Hobo clown Moocher the Tramp led a life similar to that of any hobo clown: riding the rails, begging for hand-outs of food and clothing, scavenging for over-sized novelty shoes in trash heaps and entertaining young and old alike.
What made Moocher different, however, was the presence of his best friend Hammy the Pig, the trained pet sow he raised from a piglet. Delighting children with her uncanny tricks, Hammy would dance, stand on her hind legs and even juggle multi-colored rubber balls with her snout. The sound of Moocher’s accordion, accompanied by Hammy’s happy squeals and oinks, was always guaranteed to alert children up and down the Sioux City Line that fun was on the way.
That is, until last week.
“Due to the current recession, in combination with the onset of winter, Moocher the Tramp is sad to announce that his friend and partner, Hammy the Pig, has been slaughtered, filleted, and stored as foodstuffs,” a press release from Moocher’s agent said.
“I know children are aghast at what I have done,” Moocher said to the assembled media. “But they don’t understand what it’s like to be a hobo clown these days. The poverty, cold, and unsympathetic brakemen can be unbearable. For a homeless vagrant to go on supporting a 500-pound sow under such conditions is just too much to ask.”
A mere 10 inches long when Moocher first began training his animal friend, the rotund Hammy had grown to 504 pounds when she was slaughtered for meat last week at age six.
“Those were six good years,” Moocher said. “Believe me, when you’ve got empty pockets and find yourself huddling for warmth on a freight car outside of Fargo, a sow that size starts looking less and less like a humorous sidekick and more and more like a couple months worth of pork.”
Hammy, whose slaughtered corpse yielded Moocher nearly 200 pounds of sausage, ham, ribs, pork patties, bacon, chitlins, pig’s feet (pickled) and head cheese, may be gone, but she will not be forgotten.
“I have in my left pocket a memento,” said Moocher, his painted-on frown all the more tragic and emotionally evocative for the experience of his recent loss.

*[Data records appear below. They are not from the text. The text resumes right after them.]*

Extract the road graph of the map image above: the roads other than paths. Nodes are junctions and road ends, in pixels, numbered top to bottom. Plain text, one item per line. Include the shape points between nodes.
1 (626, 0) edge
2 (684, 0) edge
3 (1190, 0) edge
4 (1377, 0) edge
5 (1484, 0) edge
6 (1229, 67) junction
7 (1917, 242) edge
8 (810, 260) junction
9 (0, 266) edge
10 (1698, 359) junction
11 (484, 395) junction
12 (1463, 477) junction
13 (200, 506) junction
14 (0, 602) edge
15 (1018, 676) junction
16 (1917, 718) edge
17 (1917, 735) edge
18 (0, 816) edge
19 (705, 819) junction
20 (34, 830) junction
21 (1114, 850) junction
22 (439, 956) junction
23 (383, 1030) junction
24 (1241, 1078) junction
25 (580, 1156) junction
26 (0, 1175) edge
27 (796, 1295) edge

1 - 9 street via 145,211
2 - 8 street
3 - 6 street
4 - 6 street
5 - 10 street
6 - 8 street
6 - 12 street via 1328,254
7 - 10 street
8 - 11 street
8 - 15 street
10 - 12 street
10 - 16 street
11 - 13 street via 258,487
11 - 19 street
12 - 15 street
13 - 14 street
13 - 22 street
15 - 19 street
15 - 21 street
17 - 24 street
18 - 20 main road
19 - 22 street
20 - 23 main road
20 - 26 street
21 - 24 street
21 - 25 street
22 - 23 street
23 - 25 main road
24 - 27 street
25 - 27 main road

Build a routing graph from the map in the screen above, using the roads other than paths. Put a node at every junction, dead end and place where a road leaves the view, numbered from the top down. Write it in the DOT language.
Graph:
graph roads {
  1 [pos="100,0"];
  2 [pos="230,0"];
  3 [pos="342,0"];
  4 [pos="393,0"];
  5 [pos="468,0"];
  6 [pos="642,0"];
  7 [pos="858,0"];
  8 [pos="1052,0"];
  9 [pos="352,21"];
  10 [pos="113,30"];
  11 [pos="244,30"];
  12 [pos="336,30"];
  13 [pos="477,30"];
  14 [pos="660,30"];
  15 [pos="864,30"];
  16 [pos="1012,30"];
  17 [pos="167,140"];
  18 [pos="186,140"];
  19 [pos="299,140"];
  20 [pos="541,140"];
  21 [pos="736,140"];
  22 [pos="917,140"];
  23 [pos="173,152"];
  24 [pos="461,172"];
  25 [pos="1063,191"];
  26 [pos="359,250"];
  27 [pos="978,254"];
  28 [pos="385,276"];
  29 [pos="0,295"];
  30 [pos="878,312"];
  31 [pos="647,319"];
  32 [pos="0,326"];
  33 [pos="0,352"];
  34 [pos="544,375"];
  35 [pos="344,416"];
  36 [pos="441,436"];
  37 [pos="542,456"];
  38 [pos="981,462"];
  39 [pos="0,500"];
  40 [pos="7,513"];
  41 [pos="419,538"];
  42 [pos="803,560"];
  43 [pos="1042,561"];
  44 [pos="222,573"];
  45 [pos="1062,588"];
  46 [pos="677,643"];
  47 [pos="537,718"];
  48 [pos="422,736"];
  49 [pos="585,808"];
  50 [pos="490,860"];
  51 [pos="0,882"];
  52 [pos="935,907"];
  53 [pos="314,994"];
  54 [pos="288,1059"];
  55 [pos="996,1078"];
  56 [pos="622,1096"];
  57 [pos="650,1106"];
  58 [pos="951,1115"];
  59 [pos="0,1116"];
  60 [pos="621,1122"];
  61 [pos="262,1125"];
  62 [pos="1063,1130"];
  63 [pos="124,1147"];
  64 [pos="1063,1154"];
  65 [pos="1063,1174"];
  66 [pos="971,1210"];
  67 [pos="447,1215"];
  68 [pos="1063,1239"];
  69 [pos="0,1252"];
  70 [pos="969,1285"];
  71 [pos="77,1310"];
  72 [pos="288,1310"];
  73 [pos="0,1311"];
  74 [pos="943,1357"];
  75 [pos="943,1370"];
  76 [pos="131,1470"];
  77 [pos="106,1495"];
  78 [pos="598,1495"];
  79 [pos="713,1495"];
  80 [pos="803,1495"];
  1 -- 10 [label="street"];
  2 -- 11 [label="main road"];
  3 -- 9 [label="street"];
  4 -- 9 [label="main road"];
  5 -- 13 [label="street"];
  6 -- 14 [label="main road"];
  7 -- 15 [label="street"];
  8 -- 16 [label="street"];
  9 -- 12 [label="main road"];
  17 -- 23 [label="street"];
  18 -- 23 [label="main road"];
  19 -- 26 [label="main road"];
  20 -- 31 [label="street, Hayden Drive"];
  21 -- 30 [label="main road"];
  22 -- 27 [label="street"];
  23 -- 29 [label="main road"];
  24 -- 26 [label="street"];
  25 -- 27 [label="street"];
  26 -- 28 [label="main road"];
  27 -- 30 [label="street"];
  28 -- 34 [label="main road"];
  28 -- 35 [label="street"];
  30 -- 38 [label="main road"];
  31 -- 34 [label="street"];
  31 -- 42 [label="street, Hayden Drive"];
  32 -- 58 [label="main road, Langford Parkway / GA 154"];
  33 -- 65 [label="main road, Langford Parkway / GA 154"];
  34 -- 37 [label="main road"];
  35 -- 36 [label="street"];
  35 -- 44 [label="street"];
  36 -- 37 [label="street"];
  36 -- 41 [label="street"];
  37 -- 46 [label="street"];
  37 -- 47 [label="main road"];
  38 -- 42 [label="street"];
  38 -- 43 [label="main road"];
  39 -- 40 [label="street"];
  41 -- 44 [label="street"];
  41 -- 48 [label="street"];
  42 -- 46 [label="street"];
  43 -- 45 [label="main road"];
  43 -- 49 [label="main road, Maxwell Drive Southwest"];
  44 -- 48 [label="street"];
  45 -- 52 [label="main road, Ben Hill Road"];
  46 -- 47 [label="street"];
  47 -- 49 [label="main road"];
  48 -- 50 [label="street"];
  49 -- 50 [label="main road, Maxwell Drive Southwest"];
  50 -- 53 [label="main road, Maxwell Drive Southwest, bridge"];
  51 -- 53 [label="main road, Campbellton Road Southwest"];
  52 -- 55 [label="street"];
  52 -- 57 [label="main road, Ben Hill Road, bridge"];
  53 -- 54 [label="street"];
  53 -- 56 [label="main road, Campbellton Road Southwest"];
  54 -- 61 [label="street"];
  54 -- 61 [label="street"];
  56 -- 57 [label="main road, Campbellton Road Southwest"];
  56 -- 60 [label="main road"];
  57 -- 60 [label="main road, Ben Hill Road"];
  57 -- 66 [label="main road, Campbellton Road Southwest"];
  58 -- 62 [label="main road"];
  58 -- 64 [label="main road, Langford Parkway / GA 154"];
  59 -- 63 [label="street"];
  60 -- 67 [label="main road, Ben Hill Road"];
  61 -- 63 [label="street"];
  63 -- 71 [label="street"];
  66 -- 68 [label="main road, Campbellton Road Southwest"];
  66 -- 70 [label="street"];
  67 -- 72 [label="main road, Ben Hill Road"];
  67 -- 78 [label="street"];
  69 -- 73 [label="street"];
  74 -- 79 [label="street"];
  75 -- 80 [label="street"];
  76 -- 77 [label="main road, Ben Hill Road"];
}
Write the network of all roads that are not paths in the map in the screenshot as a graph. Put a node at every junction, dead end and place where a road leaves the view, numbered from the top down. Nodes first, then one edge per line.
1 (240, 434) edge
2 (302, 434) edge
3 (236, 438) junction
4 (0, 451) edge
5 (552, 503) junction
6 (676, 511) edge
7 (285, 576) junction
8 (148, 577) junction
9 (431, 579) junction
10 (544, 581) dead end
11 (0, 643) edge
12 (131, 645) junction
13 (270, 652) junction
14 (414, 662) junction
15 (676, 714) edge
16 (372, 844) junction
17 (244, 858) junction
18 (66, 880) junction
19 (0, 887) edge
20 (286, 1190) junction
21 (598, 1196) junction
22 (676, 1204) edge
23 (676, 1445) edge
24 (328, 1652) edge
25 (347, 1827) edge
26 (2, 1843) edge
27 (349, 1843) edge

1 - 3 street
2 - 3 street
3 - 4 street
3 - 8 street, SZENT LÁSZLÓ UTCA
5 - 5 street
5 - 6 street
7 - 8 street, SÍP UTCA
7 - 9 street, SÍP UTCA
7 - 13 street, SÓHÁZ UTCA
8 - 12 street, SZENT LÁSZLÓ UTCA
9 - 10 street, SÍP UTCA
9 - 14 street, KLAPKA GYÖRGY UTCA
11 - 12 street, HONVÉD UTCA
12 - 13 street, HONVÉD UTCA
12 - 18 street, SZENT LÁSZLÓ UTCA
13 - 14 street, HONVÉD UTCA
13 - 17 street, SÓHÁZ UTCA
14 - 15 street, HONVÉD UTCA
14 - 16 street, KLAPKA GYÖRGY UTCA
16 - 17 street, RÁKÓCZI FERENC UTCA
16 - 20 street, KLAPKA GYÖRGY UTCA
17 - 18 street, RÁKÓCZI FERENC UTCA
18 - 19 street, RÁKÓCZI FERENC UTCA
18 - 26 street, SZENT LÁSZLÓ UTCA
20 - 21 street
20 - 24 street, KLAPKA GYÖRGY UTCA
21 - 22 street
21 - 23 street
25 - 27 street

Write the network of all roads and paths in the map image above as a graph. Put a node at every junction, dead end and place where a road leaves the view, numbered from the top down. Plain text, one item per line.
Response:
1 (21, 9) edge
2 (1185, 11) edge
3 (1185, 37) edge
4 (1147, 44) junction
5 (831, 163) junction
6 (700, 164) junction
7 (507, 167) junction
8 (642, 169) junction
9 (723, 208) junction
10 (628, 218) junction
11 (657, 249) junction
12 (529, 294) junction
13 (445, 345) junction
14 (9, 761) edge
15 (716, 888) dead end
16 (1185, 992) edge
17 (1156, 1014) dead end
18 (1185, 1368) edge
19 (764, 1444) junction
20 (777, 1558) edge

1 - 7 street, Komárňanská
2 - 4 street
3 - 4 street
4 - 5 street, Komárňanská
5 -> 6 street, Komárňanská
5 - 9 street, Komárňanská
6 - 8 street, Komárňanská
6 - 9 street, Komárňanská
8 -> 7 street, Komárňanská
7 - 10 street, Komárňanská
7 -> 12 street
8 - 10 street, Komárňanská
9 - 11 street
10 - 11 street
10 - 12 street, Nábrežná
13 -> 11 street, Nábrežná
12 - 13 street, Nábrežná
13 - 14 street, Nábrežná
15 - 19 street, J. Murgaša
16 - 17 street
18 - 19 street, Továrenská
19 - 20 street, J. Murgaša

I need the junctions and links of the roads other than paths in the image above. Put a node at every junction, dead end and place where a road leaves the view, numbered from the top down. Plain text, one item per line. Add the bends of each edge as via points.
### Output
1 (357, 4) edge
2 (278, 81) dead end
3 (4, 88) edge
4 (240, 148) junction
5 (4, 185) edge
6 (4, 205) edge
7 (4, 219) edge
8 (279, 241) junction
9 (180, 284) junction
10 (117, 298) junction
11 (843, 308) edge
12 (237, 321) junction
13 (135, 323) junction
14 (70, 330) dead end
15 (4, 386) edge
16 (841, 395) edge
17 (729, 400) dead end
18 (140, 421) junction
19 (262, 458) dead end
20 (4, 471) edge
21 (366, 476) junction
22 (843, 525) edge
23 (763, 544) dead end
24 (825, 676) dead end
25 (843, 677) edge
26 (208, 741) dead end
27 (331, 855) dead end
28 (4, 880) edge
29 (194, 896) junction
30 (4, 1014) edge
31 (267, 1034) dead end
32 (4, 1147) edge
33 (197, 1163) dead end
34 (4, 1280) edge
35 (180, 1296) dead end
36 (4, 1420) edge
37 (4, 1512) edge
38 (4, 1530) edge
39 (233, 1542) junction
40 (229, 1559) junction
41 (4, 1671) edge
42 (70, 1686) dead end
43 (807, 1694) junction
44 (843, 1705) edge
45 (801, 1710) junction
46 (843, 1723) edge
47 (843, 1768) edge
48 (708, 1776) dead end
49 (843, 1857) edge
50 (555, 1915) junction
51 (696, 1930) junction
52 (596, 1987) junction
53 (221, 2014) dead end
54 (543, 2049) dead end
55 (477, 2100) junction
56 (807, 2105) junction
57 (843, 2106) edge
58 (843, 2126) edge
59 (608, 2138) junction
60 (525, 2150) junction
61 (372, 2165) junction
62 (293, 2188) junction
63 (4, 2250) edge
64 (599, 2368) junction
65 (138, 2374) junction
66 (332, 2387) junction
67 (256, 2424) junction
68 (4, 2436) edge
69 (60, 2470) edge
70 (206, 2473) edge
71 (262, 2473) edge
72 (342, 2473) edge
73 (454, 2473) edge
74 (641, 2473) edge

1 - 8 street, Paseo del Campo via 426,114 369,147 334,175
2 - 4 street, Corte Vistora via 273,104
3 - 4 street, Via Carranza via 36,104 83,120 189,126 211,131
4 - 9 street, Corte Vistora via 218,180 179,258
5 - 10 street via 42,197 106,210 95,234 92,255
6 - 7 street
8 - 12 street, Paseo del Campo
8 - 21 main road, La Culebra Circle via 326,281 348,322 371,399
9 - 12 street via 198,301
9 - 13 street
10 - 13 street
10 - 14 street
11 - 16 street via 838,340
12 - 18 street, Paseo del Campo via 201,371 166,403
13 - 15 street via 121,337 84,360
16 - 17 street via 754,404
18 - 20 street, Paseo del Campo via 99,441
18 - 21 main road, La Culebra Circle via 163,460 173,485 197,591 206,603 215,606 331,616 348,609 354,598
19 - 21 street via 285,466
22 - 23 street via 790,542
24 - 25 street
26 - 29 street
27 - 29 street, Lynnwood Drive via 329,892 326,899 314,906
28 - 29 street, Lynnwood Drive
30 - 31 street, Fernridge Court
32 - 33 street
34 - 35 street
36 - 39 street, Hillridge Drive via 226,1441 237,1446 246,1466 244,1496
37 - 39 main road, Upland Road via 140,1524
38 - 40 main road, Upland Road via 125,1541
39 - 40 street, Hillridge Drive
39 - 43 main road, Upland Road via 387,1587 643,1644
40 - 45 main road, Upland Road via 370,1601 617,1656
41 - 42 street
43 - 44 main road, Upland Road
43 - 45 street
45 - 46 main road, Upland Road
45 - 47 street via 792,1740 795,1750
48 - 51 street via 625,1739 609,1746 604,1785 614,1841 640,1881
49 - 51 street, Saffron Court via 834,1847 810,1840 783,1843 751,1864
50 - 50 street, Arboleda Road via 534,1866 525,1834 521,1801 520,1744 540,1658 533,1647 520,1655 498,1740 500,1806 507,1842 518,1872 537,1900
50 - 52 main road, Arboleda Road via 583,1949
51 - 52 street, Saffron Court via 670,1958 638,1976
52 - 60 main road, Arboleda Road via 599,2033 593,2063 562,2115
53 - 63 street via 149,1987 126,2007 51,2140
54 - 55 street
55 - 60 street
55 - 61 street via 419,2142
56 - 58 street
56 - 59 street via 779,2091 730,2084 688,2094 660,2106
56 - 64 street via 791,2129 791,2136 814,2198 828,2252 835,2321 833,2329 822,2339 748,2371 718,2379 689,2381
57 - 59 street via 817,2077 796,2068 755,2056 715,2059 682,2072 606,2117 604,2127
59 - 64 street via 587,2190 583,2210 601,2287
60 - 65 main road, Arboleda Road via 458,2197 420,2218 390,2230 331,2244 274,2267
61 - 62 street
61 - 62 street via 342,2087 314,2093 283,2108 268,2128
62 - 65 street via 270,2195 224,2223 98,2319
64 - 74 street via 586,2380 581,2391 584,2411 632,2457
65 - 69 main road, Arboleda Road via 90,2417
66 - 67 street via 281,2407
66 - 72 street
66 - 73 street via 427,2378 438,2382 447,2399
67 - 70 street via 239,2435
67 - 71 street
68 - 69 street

Pulling out a small plastic-wrapped bundle, he said, “This is all that’s left of Hammy. It’s my lucky pork chop, and it will be a part of every magic act I perform from now until the day of my death.”
The public may be reeling from Moocher’s decision to end his six-year partnership with Hammy the Pig, but who is really to blame for this tragedy? We must ask ourselves, is it a hobo clown trying to survive on the railways? Or is it the sad, cruel legacy of Reagan’s America? For Moocher, a single tear trailing down his stubbled, painted face, there can perhaps be no answer. The only solace is a few more more months of food and one fewer friend.
The New York Times contributed to this story.